Fix 8: Check for interference at home
5 GHz Wi-Fi is mostly clean. 2.4 GHz is a war zone. Things that interfere with 2.4 GHz:
- Microwave ovens (especially mid-cook)
- Baby monitors
- Bluetooth (some)
- USB 3.0 devices and cables (yes, really — they radiate at 2.4 GHz)
- Neighbors’ Wi-Fi if you live in an apartment
If your Mac’s Wi-Fi gets worse when you plug in a USB 3 hub or external SSD, the cable is leaking RF. Try a different (shielded) cable or move the device away from the antenna location (top of MacBook screen, or rear of iMac).
Fix 9: Reset the router
This is in every guide for a reason. Routers run for months or years without restart, and they accumulate problems. Unplug for 30 seconds, plug back in, wait 2 minutes for everything to come back up.
If a restart fixes it for a day and the problem returns, your router might be failing or overloaded. Routers are surprisingly cheap now ($60-100 buys a great one). If yours is more than 5 years old, replacement might be the answer.
Fix 10: Reset the SSL/TLS layer
Some “Wi-Fi feels slow” issues are actually broken HTTPS. macOS’s keychain or trust store has issues, every secure connection has to redo handshake validation, and pages take forever.
Diagnostic:
curl -v https://google.com
Look at how long the SSL handshake takes. Should be under 100 ms. Seconds means problem.
If you’re hitting this, it’s usually fixed by:
- macOS update
- Resetting Keychain (last resort, careful)
- Checking date/time on your Mac (massively wrong dates break SSL)
The cleanup angle
A Mac that’s bogged down generally feels like it has slow Wi-Fi even when the connection is fine. Reasons:
- Browsers compete for memory; pages render slowly even after they download fast
- Background processes eat bandwidth without notification
- Cache buildup makes browsers themselves slower to use
Sweep handles cache cleanup, surfaces large hidden files, and uninstalls apps that left LaunchAgents running in the background eating bandwidth. Free download, notarized by Apple.
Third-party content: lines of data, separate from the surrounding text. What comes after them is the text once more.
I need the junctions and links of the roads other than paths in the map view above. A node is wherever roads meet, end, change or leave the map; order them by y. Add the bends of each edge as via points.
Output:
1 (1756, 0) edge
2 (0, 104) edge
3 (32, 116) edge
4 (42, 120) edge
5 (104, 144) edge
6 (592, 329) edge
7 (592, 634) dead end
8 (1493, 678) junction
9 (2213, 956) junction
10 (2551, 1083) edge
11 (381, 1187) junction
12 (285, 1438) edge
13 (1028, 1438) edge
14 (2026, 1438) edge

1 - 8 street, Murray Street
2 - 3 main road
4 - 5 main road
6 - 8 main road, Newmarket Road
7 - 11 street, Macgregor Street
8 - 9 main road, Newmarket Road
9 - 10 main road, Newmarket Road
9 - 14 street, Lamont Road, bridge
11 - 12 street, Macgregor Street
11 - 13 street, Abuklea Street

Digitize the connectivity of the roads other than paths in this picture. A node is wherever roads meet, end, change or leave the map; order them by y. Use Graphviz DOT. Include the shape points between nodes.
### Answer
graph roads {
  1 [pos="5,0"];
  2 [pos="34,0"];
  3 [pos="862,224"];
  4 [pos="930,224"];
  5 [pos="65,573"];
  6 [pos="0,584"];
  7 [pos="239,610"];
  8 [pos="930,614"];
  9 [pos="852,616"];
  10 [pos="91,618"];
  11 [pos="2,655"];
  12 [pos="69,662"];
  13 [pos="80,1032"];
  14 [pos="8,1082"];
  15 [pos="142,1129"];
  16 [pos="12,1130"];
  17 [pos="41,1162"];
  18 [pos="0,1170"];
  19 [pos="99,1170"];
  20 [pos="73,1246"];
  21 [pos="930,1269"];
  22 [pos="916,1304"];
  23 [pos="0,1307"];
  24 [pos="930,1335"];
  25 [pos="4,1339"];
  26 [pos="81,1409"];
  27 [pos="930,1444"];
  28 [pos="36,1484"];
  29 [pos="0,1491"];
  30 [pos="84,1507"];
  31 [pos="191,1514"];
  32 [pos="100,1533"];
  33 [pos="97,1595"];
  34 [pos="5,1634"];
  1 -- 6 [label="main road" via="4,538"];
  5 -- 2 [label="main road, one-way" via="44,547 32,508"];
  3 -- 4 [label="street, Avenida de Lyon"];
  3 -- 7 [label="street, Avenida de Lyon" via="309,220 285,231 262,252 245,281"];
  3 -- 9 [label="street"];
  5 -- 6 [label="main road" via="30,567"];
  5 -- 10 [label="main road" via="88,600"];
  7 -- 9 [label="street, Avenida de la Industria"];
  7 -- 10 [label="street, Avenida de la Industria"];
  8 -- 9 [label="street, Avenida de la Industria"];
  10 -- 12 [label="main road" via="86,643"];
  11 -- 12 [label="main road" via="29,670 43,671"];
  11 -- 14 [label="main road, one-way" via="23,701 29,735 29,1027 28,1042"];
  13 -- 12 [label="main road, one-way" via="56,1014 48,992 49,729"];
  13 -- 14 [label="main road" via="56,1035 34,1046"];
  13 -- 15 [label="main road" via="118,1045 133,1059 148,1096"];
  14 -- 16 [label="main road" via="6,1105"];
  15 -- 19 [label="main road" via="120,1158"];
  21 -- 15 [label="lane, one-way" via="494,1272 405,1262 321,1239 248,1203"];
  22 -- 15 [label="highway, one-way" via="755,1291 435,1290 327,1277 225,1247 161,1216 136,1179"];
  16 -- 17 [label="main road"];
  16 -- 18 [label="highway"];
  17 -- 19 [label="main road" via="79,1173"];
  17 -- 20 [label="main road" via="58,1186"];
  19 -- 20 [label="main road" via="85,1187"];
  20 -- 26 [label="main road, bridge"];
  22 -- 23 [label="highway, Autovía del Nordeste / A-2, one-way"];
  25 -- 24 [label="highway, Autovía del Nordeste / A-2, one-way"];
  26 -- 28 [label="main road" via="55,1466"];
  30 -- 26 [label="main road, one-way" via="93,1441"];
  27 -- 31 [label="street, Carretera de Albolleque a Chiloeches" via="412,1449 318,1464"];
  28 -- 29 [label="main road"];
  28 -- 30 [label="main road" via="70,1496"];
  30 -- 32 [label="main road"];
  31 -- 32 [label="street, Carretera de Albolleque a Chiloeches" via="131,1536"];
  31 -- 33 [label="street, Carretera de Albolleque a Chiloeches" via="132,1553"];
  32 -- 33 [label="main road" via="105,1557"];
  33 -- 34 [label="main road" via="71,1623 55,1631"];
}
When you’ve eliminated the Mac
If everything above checks out and your Mac genuinely connects to the router fine, but throughput is bad, the problem is upstream. Things to check:
- Router model — old 2.4 GHz-only routers cap out around 50 Mbps real-world
- Router placement — closer is better, away from metal/microwaves/aquariums
- Router firmware — get the latest from your router’s admin page
- ISP — a 100 Mbps plan that delivers 80 is normal; one that delivers 20 is broken
- Wiring — coax cable issues, splitters, old wiring can throttle real speeds
A good Mac on a bad router is fast for what the router can give. A bad Mac on a good router is slow regardless. Diagnose the right side of the equation before throwing money at hardware.